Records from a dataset
****************************************

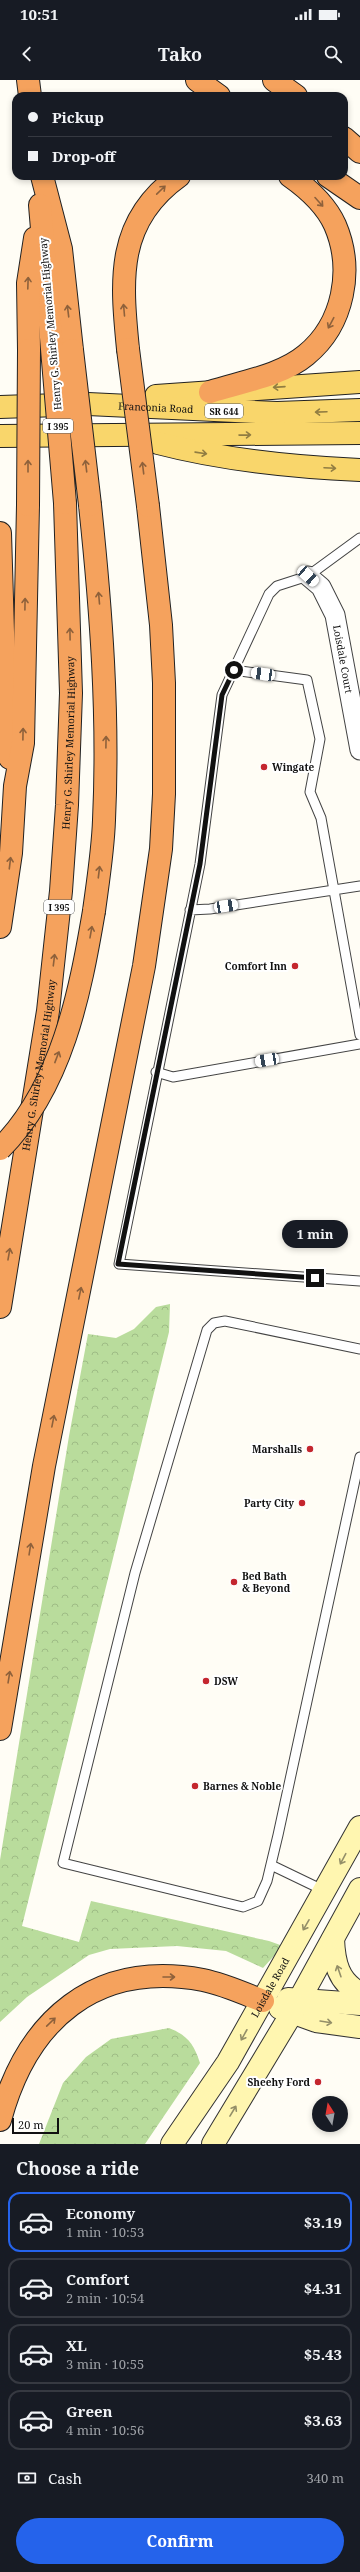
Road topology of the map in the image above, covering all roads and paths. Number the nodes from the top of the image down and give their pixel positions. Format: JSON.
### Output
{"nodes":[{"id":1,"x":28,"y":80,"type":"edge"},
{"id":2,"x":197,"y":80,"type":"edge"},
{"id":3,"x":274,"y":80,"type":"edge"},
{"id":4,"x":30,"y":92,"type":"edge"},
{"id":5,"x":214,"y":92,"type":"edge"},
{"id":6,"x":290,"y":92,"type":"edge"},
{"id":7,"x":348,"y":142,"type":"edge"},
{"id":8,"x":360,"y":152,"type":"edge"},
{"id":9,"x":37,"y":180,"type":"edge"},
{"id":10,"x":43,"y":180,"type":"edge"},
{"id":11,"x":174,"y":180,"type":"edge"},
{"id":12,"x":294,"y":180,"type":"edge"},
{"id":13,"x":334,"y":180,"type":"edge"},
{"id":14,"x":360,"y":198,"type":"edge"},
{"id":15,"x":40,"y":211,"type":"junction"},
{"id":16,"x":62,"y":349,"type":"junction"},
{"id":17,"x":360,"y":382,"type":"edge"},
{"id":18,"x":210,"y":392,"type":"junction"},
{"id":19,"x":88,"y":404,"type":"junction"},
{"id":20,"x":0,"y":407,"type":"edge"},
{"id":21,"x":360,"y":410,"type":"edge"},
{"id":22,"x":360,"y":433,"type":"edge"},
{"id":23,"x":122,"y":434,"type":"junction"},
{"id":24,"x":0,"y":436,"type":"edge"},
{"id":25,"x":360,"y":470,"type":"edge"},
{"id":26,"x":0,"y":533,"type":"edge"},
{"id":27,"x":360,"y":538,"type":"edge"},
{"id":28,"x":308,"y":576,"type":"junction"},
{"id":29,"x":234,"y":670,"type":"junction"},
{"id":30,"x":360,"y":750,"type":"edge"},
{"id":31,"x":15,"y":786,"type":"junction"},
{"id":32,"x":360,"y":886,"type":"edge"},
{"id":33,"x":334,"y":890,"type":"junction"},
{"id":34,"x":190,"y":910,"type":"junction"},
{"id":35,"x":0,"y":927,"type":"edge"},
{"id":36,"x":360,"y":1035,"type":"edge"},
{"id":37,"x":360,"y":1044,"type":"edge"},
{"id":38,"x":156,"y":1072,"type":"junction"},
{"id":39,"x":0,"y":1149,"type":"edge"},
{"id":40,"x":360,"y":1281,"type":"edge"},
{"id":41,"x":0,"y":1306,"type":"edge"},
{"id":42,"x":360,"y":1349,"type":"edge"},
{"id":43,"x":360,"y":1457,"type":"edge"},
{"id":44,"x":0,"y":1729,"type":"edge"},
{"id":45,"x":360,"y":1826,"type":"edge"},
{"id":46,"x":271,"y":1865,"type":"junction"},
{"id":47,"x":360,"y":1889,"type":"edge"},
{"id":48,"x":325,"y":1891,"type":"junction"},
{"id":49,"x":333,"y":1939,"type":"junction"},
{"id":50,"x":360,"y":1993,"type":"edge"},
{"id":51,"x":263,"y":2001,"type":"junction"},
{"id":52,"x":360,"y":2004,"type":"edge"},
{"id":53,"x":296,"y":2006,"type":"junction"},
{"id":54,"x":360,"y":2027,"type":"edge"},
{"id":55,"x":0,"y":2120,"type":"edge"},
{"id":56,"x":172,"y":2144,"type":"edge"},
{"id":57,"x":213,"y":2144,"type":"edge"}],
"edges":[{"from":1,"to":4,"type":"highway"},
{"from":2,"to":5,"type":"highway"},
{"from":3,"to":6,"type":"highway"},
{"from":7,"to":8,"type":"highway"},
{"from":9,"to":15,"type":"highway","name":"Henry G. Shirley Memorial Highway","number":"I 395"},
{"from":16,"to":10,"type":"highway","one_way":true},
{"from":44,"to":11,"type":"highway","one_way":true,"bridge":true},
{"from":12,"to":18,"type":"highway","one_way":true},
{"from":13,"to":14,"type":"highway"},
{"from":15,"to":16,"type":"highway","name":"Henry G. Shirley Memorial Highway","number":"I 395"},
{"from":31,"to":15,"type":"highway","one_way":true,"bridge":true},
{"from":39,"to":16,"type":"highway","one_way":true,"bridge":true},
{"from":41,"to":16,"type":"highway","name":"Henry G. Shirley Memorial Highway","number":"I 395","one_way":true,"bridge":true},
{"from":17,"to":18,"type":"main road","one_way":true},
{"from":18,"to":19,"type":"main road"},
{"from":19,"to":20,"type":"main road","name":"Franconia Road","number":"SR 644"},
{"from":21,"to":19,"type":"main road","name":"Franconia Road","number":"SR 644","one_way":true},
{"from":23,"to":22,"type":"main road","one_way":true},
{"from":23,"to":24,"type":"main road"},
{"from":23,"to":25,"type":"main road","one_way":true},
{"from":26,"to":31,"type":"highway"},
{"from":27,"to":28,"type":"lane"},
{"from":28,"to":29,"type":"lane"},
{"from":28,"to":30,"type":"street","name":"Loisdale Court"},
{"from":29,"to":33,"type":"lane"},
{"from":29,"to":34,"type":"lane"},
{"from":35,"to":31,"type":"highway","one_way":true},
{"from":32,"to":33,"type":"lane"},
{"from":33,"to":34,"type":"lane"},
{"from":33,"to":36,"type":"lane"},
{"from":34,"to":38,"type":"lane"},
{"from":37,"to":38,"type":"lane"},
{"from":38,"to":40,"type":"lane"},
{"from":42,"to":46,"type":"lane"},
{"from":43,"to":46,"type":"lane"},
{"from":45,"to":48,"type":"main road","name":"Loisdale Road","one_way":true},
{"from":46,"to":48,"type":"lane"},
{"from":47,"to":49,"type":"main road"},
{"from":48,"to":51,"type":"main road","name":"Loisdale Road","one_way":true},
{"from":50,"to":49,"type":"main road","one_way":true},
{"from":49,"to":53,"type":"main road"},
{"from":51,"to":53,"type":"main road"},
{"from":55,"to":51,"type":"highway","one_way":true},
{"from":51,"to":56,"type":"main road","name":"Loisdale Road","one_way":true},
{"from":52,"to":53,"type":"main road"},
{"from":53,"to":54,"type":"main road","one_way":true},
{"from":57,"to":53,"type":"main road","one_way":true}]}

****************************************

Images stay out, but the rest of the records must be retyped exactly.

Output for this task:
Road topology of the map in the image above, covering all roads and paths. Number the nodes from the top of the image down and give their pixel positions. Format: JSON.
### Output
{"nodes":[{"id":1,"x":28,"y":80,"type":"edge"},
{"id":2,"x":197,"y":80,"type":"edge"},
{"id":3,"x":274,"y":80,"type":"edge"},
{"id":4,"x":30,"y":92,"type":"edge"},
{"id":5,"x":214,"y":92,"type":"edge"},
{"id":6,"x":290,"y":92,"type":"edge"},
{"id":7,"x":348,"y":142,"type":"edge"},
{"id":8,"x":360,"y":152,"type":"edge"},
{"id":9,"x":37,"y":180,"type":"edge"},
{"id":10,"x":43,"y":180,"type":"edge"},
{"id":11,"x":174,"y":180,"type":"edge"},
{"id":12,"x":294,"y":180,"type":"edge"},
{"id":13,"x":334,"y":180,"type":"edge"},
{"id":14,"x":360,"y":198,"type":"edge"},
{"id":15,"x":40,"y":211,"type":"junction"},
{"id":16,"x":62,"y":349,"type":"junction"},
{"id":17,"x":360,"y":382,"type":"edge"},
{"id":18,"x":210,"y":392,"type":"junction"},
{"id":19,"x":88,"y":404,"type":"junction"},
{"id":20,"x":0,"y":407,"type":"edge"},
{"id":21,"x":360,"y":410,"type":"edge"},
{"id":22,"x":360,"y":433,"type":"edge"},
{"id":23,"x":122,"y":434,"type":"junction"},
{"id":24,"x":0,"y":436,"type":"edge"},
{"id":25,"x":360,"y":470,"type":"edge"},
{"id":26,"x":0,"y":533,"type":"edge"},
{"id":27,"x":360,"y":538,"type":"edge"},
{"id":28,"x":308,"y":576,"type":"junction"},
{"id":29,"x":234,"y":670,"type":"junction"},
{"id":30,"x":360,"y":750,"type":"edge"},
{"id":31,"x":15,"y":786,"type":"junction"},
{"id":32,"x":360,"y":886,"type":"edge"},
{"id":33,"x":334,"y":890,"type":"junction"},
{"id":34,"x":190,"y":910,"type":"junction"},
{"id":35,"x":0,"y":927,"type":"edge"},
{"id":36,"x":360,"y":1035,"type":"edge"},
{"id":37,"x":360,"y":1044,"type":"edge"},
{"id":38,"x":156,"y":1072,"type":"junction"},
{"id":39,"x":0,"y":1149,"type":"edge"},
{"id":40,"x":360,"y":1281,"type":"edge"},
{"id":41,"x":0,"y":1306,"type":"edge"},
{"id":42,"x":360,"y":1349,"type":"edge"},
{"id":43,"x":360,"y":1457,"type":"edge"},
{"id":44,"x":0,"y":1729,"type":"edge"},
{"id":45,"x":360,"y":1826,"type":"edge"},
{"id":46,"x":271,"y":1865,"type":"junction"},
{"id":47,"x":360,"y":1889,"type":"edge"},
{"id":48,"x":325,"y":1891,"type":"junction"},
{"id":49,"x":333,"y":1939,"type":"junction"},
{"id":50,"x":360,"y":1993,"type":"edge"},
{"id":51,"x":263,"y":2001,"type":"junction"},
{"id":52,"x":360,"y":2004,"type":"edge"},
{"id":53,"x":296,"y":2006,"type":"junction"},
{"id":54,"x":360,"y":2027,"type":"edge"},
{"id":55,"x":0,"y":2120,"type":"edge"},
{"id":56,"x":172,"y":2144,"type":"edge"},
{"id":57,"x":213,"y":2144,"type":"edge"}],
"edges":[{"from":1,"to":4,"type":"highway"},
{"from":2,"to":5,"type":"highway"},
{"from":3,"to":6,"type":"highway"},
{"from":7,"to":8,"type":"highway"},
{"from":9,"to":15,"type":"highway","name":"Henry G. Shirley Memorial Highway","number":"I 395"},
{"from":16,"to":10,"type":"highway","one_way":true},
{"from":44,"to":11,"type":"highway","one_way":true,"bridge":true},
{"from":12,"to":18,"type":"highway","one_way":true},
{"from":13,"to":14,"type":"highway"},
{"from":15,"to":16,"type":"highway","name":"Henry G. Shirley Memorial Highway","number":"I 395"},
{"from":31,"to":15,"type":"highway","one_way":true,"bridge":true},
{"from":39,"to":16,"type":"highway","one_way":true,"bridge":true},
{"from":41,"to":16,"type":"highway","name":"Henry G. Shirley Memorial Highway","number":"I 395","one_way":true,"bridge":true},
{"from":17,"to":18,"type":"main road","one_way":true},
{"from":18,"to":19,"type":"main road"},
{"from":19,"to":20,"type":"main road","name":"Franconia Road","number":"SR 644"},
{"from":21,"to":19,"type":"main road","name":"Franconia Road","number":"SR 644","one_way":true},
{"from":23,"to":22,"type":"main road","one_way":true},
{"from":23,"to":24,"type":"main road"},
{"from":23,"to":25,"type":"main road","one_way":true},
{"from":26,"to":31,"type":"highway"},
{"from":27,"to":28,"type":"lane"},
{"from":28,"to":29,"type":"lane"},
{"from":28,"to":30,"type":"street","name":"Loisdale Court"},
{"from":29,"to":33,"type":"lane"},
{"from":29,"to":34,"type":"lane"},
{"from":35,"to":31,"type":"highway","one_way":true},
{"from":32,"to":33,"type":"lane"},
{"from":33,"to":34,"type":"lane"},
{"from":33,"to":36,"type":"lane"},
{"from":34,"to":38,"type":"lane"},
{"from":37,"to":38,"type":"lane"},
{"from":38,"to":40,"type":"lane"},
{"from":42,"to":46,"type":"lane"},
{"from":43,"to":46,"type":"lane"},
{"from":45,"to":48,"type":"main road","name":"Loisdale Road","one_way":true},
{"from":46,"to":48,"type":"lane"},
{"from":47,"to":49,"type":"main road"},
{"from":48,"to":51,"type":"main road","name":"Loisdale Road","one_way":true},
{"from":50,"to":49,"type":"main road","one_way":true},
{"from":49,"to":53,"type":"main road"},
{"from":51,"to":53,"type":"main road"},
{"from":55,"to":51,"type":"highway","one_way":true},
{"from":51,"to":56,"type":"main road","name":"Loisdale Road","one_way":true},
{"from":52,"to":53,"type":"main road"},
{"from":53,"to":54,"type":"main road","one_way":true},
{"from":57,"to":53,"type":"main road","one_way":true}]}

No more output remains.